この短い期間で既に街近くの魔の森の異変を発見していますし、薬草畑の候補地についてもすぐさま確認に向かうなど、かなり意欲的に行動されているのですから。
年齢さえ考えなければ、彼女は殿下が望まれていた“王国西部の復興において共に並び立って貢献できる女性”だと思いますよ」
「その年齢が問題なんじゃないか……」
「それは確かにそうですが、年齢を理由にするのであれば、打診された段階ではっきりと断っておけばよかったのです。
それをせずに受け入れることを決めたのですから、彼女のことに関してはしっかりと対応すべきです。
というより、彼女を危険にさらしたくないのであれば、最初から彼女に対して正直に伝えておけばよかったのです。
安全な後方でおとなしくしておいてくれ、と」
「ぐぅっ……」
ハーヴィーの指摘にフィリップが言葉を詰まらせる。
フィリップとしても、フェリシアの行動力について想定が甘かったという認識はある。
そもそも、彼が想定していたフェリシア像というのは、父親であるラビウス侯爵に命じられてやってきた体のいいお飾りの少女というものだった。
だからこそ、薬草畑の候補地として後方の安全地帯にある場所を用意すれば、勝手にそちらを選んでくれるものだと考えていたのだが。
「ひとまず、殿下の罪悪感や諸々の感情は置いておきましょう。
そんなことより、まずは彼女に対してどう対応するのかの方針を出してください。
このまま砦で協力してもらうのか、それとも頭を下げて街に引き上げてもらっておとなしくしておいてもらうのか。
まあ、現状を考えると、私としてはこちらで協力してもらえた方が助かりますが」
微妙な沈黙の後、仕切り直すようにハーヴィーが口を開く。
彼としても、フェリシアを前線の砦に滞在させることに思うところがないわけではない。
ただ、そんな自分の思いよりも、主であるフィリップの意思を優先すべきだと考えているだけだ。
ついでに、人手が不足している復興の一助になってくれればという思いもあるが。
「……さっきも言ったように、砦に滞在して協力してくれるという彼女の意思を尊重するよ。
もちろん、十分な成果を上げられないようであれば、この地から去ってもらうつもりではあるが」
「なるほど、ひとまずは様子見ということですね。
まあ、成果に関しては魔道具も用意しているようですから、よほどのことがない限りは問題ないと思いますが。

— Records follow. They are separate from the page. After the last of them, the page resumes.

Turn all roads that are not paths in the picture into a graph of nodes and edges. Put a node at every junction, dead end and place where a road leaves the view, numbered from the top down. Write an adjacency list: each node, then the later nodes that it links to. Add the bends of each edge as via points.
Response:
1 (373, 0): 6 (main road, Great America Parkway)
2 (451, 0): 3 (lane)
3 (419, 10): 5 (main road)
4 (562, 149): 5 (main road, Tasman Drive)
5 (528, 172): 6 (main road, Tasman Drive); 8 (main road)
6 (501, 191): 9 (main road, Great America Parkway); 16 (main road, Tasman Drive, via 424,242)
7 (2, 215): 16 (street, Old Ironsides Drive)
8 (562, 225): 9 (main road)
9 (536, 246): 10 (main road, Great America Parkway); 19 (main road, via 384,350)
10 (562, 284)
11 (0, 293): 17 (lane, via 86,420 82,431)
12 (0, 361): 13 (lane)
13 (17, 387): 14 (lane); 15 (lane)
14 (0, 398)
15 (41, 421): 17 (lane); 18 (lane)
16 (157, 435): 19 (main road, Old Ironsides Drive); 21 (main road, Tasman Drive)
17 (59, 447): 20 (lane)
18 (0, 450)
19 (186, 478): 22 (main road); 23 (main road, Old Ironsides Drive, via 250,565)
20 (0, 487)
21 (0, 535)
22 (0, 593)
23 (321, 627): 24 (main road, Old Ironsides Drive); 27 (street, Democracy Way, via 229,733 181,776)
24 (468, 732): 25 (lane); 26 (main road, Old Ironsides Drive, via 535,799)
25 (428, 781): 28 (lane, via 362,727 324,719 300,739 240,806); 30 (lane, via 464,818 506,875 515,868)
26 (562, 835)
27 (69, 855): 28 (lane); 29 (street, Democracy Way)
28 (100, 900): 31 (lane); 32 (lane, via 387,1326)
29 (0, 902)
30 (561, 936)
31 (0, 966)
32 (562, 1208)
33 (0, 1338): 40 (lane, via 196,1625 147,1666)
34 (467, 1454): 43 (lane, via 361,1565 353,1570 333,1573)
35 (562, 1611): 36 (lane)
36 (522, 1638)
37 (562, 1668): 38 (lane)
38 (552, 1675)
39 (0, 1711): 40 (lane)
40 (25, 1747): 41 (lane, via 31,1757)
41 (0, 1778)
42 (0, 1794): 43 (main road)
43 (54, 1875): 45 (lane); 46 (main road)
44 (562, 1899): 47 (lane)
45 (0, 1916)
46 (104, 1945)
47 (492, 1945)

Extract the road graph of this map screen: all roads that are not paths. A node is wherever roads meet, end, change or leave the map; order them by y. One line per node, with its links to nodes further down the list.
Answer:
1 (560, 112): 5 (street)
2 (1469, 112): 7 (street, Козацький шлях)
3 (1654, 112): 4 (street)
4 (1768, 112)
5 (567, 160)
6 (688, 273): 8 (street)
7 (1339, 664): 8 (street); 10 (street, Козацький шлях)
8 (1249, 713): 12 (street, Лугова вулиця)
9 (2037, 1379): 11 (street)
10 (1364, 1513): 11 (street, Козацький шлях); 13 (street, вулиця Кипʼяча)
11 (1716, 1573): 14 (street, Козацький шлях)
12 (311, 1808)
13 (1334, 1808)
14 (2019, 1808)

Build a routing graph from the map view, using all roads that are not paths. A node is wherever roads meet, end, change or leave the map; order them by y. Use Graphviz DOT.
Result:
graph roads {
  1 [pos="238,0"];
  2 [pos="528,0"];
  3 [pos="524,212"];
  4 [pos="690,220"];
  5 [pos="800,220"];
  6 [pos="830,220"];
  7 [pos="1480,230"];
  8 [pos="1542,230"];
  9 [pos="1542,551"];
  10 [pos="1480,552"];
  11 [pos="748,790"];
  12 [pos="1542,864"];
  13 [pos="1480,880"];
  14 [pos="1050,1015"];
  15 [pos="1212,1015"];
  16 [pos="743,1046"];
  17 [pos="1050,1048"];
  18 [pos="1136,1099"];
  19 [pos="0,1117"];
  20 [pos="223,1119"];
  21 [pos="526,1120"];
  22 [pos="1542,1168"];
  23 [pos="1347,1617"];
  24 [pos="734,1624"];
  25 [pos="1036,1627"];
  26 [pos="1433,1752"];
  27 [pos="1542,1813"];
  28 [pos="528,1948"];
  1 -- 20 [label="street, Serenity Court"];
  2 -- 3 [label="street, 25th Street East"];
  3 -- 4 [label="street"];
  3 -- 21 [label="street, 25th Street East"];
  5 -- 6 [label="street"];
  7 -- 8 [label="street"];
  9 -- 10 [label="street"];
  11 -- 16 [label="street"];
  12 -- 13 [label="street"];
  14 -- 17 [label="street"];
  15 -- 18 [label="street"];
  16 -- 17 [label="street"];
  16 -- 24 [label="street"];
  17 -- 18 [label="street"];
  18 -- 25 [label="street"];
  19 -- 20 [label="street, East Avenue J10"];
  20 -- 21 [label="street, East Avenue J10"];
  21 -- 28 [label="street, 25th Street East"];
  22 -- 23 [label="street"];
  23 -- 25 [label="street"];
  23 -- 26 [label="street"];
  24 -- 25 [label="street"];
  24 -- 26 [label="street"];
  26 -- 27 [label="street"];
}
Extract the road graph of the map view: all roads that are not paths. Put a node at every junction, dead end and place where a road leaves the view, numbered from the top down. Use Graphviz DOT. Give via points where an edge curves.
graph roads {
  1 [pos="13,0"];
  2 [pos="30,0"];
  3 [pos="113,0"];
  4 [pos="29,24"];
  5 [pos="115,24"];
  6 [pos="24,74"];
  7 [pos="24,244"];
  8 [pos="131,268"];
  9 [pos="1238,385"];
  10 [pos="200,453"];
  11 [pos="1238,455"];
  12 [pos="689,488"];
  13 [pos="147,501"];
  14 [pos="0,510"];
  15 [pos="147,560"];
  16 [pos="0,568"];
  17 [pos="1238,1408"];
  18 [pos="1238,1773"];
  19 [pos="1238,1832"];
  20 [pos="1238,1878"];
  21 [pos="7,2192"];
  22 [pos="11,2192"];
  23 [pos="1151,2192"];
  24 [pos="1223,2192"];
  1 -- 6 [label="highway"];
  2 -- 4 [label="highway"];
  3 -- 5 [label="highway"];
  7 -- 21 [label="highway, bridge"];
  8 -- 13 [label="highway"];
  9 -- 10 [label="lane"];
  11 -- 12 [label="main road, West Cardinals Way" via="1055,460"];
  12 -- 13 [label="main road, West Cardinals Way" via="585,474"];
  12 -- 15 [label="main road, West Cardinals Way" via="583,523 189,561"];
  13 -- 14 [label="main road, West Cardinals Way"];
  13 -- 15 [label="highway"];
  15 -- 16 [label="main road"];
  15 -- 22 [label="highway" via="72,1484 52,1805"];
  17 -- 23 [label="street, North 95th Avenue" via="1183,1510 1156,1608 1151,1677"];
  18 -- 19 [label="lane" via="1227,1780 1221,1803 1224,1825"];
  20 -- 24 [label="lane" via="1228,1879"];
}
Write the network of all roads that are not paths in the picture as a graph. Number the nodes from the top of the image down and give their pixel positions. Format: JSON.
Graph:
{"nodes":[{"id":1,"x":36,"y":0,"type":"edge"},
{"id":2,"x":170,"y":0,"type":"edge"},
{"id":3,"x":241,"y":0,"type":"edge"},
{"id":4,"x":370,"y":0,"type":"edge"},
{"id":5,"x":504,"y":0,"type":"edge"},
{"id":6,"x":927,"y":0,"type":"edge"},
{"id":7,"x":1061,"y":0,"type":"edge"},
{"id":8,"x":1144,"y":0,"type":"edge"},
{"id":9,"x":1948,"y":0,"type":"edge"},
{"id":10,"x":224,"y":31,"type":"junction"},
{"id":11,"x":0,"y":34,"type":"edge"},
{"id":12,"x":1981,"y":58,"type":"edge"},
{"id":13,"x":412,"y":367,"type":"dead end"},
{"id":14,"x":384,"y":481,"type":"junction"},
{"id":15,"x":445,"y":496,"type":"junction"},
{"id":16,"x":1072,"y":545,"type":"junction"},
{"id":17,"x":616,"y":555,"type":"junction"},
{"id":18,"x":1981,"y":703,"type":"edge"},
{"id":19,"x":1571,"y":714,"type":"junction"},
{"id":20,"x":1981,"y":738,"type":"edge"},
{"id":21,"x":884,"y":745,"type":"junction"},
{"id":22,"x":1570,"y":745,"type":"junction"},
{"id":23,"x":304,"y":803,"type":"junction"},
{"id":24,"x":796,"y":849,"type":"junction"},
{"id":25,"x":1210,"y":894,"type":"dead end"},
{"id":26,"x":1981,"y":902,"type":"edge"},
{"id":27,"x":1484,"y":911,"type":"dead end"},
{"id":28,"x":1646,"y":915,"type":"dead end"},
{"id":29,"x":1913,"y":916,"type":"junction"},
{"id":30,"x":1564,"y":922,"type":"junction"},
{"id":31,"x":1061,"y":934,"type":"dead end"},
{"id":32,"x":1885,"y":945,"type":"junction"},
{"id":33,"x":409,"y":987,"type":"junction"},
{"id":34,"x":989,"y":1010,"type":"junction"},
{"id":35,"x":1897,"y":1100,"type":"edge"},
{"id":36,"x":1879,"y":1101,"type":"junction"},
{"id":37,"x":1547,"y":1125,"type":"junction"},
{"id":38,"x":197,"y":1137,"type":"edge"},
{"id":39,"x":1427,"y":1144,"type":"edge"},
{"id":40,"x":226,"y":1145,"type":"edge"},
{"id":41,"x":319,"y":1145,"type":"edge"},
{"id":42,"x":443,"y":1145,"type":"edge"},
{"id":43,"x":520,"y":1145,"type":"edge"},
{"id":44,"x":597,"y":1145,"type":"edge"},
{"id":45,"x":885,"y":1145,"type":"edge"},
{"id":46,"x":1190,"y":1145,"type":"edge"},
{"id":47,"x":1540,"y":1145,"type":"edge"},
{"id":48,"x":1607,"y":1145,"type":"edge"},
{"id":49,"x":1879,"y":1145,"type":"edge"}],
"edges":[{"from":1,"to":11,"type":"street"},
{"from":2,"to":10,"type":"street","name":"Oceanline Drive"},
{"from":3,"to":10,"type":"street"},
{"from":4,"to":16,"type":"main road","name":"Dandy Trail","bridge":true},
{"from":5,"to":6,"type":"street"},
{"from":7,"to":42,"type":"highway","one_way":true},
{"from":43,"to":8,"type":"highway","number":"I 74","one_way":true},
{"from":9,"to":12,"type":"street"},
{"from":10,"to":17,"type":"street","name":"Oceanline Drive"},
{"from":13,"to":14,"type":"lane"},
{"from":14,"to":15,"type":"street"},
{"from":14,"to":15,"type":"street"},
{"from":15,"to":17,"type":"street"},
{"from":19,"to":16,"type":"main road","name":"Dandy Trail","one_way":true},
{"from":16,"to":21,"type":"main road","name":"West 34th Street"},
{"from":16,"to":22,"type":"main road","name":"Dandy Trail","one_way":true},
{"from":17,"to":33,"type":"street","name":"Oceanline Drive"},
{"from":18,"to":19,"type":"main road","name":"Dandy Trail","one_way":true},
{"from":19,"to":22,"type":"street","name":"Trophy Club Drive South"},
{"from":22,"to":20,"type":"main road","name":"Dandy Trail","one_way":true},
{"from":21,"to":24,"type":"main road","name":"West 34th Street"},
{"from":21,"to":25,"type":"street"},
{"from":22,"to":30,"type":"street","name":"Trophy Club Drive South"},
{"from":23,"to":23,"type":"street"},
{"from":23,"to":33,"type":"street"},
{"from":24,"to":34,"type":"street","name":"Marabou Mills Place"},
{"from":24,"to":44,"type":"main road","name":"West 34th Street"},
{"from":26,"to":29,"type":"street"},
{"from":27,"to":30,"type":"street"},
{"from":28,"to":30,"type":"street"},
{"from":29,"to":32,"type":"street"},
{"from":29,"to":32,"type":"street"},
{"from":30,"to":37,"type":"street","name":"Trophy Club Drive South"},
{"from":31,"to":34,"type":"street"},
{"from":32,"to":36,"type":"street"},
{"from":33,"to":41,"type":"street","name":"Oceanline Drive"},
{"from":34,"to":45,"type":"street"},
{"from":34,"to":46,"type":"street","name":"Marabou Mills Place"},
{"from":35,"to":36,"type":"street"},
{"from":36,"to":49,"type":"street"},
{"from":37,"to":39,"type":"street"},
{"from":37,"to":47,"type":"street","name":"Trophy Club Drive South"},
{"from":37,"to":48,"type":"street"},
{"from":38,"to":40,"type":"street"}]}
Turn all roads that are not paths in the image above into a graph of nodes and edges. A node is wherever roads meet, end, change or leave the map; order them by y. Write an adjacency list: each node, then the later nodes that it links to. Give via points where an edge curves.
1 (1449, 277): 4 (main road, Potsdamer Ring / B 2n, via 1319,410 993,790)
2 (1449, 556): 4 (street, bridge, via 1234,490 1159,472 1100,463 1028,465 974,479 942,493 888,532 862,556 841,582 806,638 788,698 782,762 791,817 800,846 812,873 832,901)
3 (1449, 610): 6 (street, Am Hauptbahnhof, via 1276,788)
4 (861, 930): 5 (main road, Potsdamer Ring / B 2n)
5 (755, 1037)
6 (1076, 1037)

ちなみに、殿下自身はどう対応するつもりなのですか?」
「どう、とは?」
「もちろん、ラビウス侯爵令嬢との接し方についてですよ。
まさか、昨夜の晩餐のような上辺だけの付き合いを続けるおつもりですか?」
「上辺だけとは失礼だな。
適度な距離を保ったご令嬢との適切な付き合い方じゃないか」
ハーヴィーの咎めるような言葉に、フィリップが心外とばかりに反論する。
だが、そんな反論も付き合いの長いハーヴィー相手には通用しない。
「いや、その付き合い方は学生時代のアレなご令嬢方に対して接するときに覚えたものですよね。
仮初とはいえ、婚約者相手にとる態度ではないですよ。
というより、いい加減に殿下は周囲の人間との接し方を見直してください。
今まで、殿下の周囲に碌な相手がいなかったというのは知っていますし、そのための処世術だというのも理解していますが、今後のことを考えると上辺だけの付き合いだけというわけにはいかないのですから」
「……善処するよ」
「善処するのではなく、すぐに改めてください。
具体的には、ラビウス侯爵令嬢に対する接し方から改める感じですね。
そもそも、最初から彼女に対して協力者として歩み寄る姿勢を見せていれば、今のような複雑な思いを抱えずに済んだのですから」
そう言いつつ、ハーヴィーとしても、フェリシアに対する態度については、彼女のことを見極めるために仕方のないことだったと思っているが。
とはいえ、側近として、相手を見極める力とその相手との適切な付き合い方を身に着けてほしいというのは本心からの願いではある。
「……わかったよ。
まずはフェリシア嬢の付き合い方から考えてみるよ」
ハーヴィーの真剣な眼差しに押され、フィリップが渋々という感じで承諾した。